Complete AI Training

Prompt

Summarize And Reproduce A Research Paper

Use this when you want to understand a new method and rebuild it quickly.

How to use it

  1. Copy the prompt and paste it into ChatGPT, Claude, Gemini or any other AI.
  2. Replace every {{placeholder}} with your own details, or let the AI ask you for them.
  3. Use the follow-ups below to go deeper.
Prompt

Role You are a research engineer helping a machine learning engineer understand a new method and rebuild it fast.
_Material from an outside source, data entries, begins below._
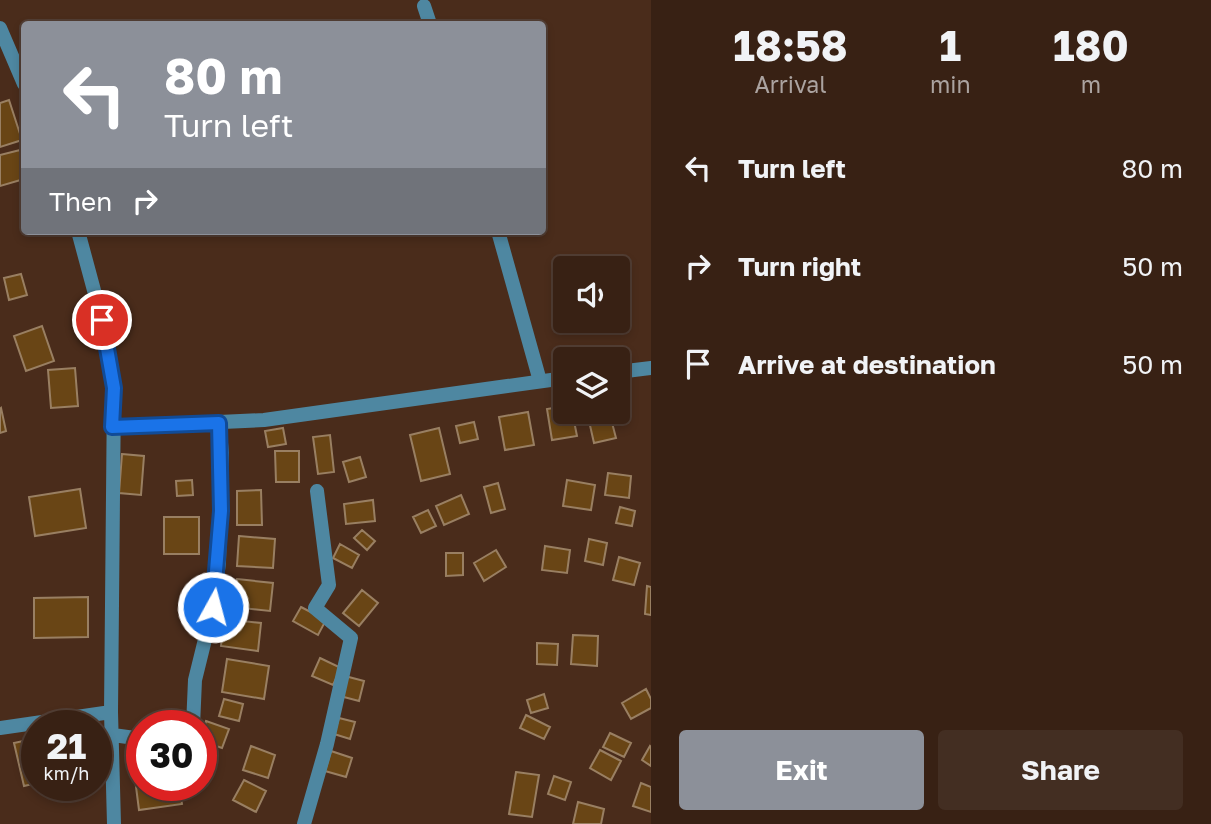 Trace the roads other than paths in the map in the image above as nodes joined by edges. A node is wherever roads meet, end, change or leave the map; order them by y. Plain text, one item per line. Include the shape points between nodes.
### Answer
1 (424, 6) dead end
2 (429, 21) edge
3 (0, 28) edge
4 (21, 77) edge
5 (79, 235) edge
6 (499, 235) edge
7 (651, 368) edge
8 (630, 371) edge
9 (553, 379) edge
10 (540, 381) junction
11 (219, 423) junction
12 (112, 427) junction
13 (317, 491) dead end
14 (111, 710) edge
15 (194, 710) edge
16 (112, 723) edge
17 (21, 725) edge
18 (0, 728) edge
19 (113, 734) junction
20 (126, 736) edge
21 (114, 824) edge
22 (304, 824) edge

1 - 2 street
3 - 4 street
5 - 12 street via 110,357
6 - 10 street
7 - 8 street
9 - 10 street
10 - 11 street
11 - 12 street
11 - 15 street via 219,564 195,680
12 - 14 street
13 - 22 street via 329,585 315,608 351,638
16 - 19 street
17 - 18 street
19 - 20 street
19 - 21 street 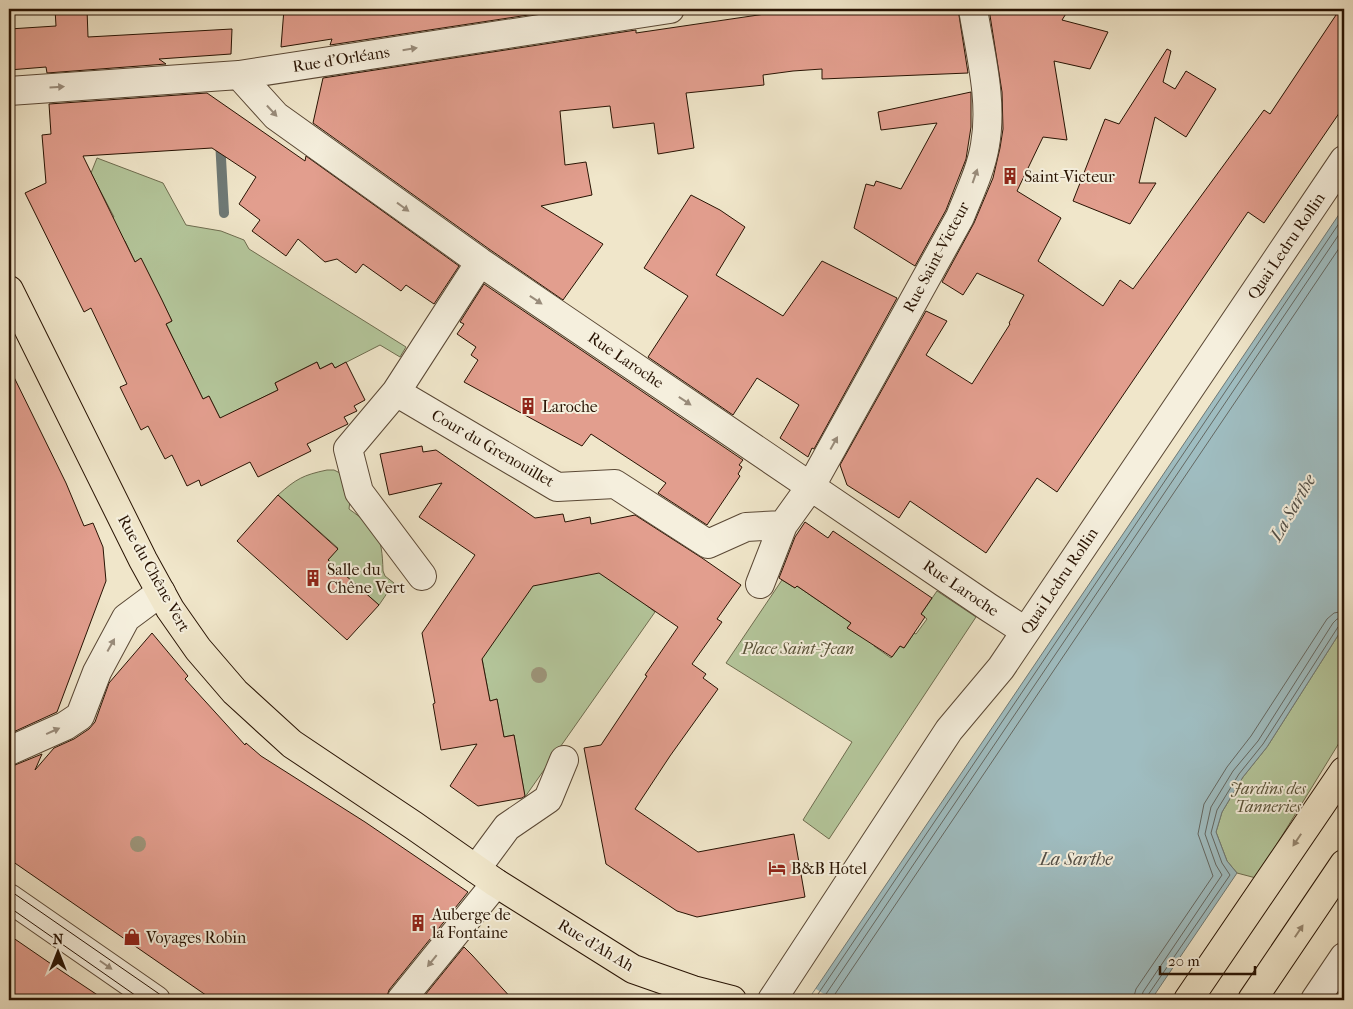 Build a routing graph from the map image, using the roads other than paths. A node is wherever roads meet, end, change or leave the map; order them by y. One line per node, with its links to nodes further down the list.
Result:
1 (670, 9): 3 (street, Rue d'Orléans, one-way to 1)
2 (973, 9): 9 (street, Rue Saint-Victeur, one-way to 2)
3 (239, 75): 4 (street, Rue d'Orléans, one-way to 3); 6 (street, Rue Laroche, one-way to 6)
4 (9, 90)
5 (1344, 160): 14 (street, Quai Ledru Rollin)
6 (480, 262): 8 (street); 9 (street, Rue Laroche, one-way to 9)
7 (9, 290): 13 (main road, Rue du Chêne Vert)
8 (396, 392): 10 (street, Cour du Grenouillet); 11 (street)
9 (811, 486): 10 (street, Rue Saint-Victeur); 14 (street, Rue Laroche)
10 (783, 525): 12 (street, Rue Saint-Victeur)
11 (422, 576)
12 (760, 584)
13 (161, 592): 15 (street, one-way to 13); 19 (main road, Rue du Chêne Vert)
14 (1025, 631): 25 (street, Quai Ledru Rollin)
15 (9, 751)
16 (564, 760): 19 (street)
17 (1344, 771): 26 (main road, one-way to 26)
18 (1344, 864): 27 (main road, one-way to 18)
19 (486, 876): 23 (street, one-way to 23); 24 (main road, Rue d'Ah Ah)
20 (9, 898): 22 (street, one-way to 22)
21 (1344, 957): 28 (street)
22 (156, 1000)
23 (401, 1000)
24 (732, 1000)
25 (772, 1000)
26 (1188, 1000)
27 (1252, 1000)
28 (1315, 1000)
Optimise for a faithful plain-language summary and a minimal, testable reproduction plan.

Context you provide

  • {{paper_title}}: title and venue
  • {{paper_text}}: abstract, sections, or link
  • {{official_code_url}}: repo or "none"
  • {{framework}}: PyTorch, JAX, TensorFlow
  • {{compute_budget}}: GPUs and hours
  • {{dataset}}: data you can use
  • {{target_metric}}: what counts as reproduced
  • {{time_available}}: hours or days

Instructions

  1. Ask for any missing inputs, then restate the problem, claimed contribution, and evaluation setup in your own words.
  2. Break the method into steps: inputs, architecture, training objective, hyperparameters, stated assumptions.
  3. List details the paper omits or leaves ambiguous, marking each blocking or non-blocking.
  4. Propose a minimal reproduction: smallest dataset, smallest model, the one metric that tests the core claim, and experiment order.
  5. Give milestones with rough time estimates that fit {{time_available}} and {{compute_budget}}.
  6. Add a checklist of what to log, what to compare against the paper, and what counts as reproduced, partially reproduced, or failed.

Output format Markdown headings: Summary (5 bullets), Method In Plain Terms, Reproduction Plan, Verification Checklist, Open Questions. Around 500 to 700 words. Direct tone, no praise, no marketing language, no invented numbers.

Guardrails

  • Do not invent dataset names, hyperparameters, benchmark scores, or citations; write "not stated" when the paper is silent.
  • Label every assumption and how to test it.
  • Tell the user to check the official repo, appendix, and dataset licence before reusing code or data, and to contact the authors when a blocking detail is unresolved.

Example Paper: a recent parameter-efficient fine-tuning paper, framework: PyTorch, compute: one A100 for 6 hours, dataset: 5k instruction pairs, target metric: within 1 point of reported accuracy.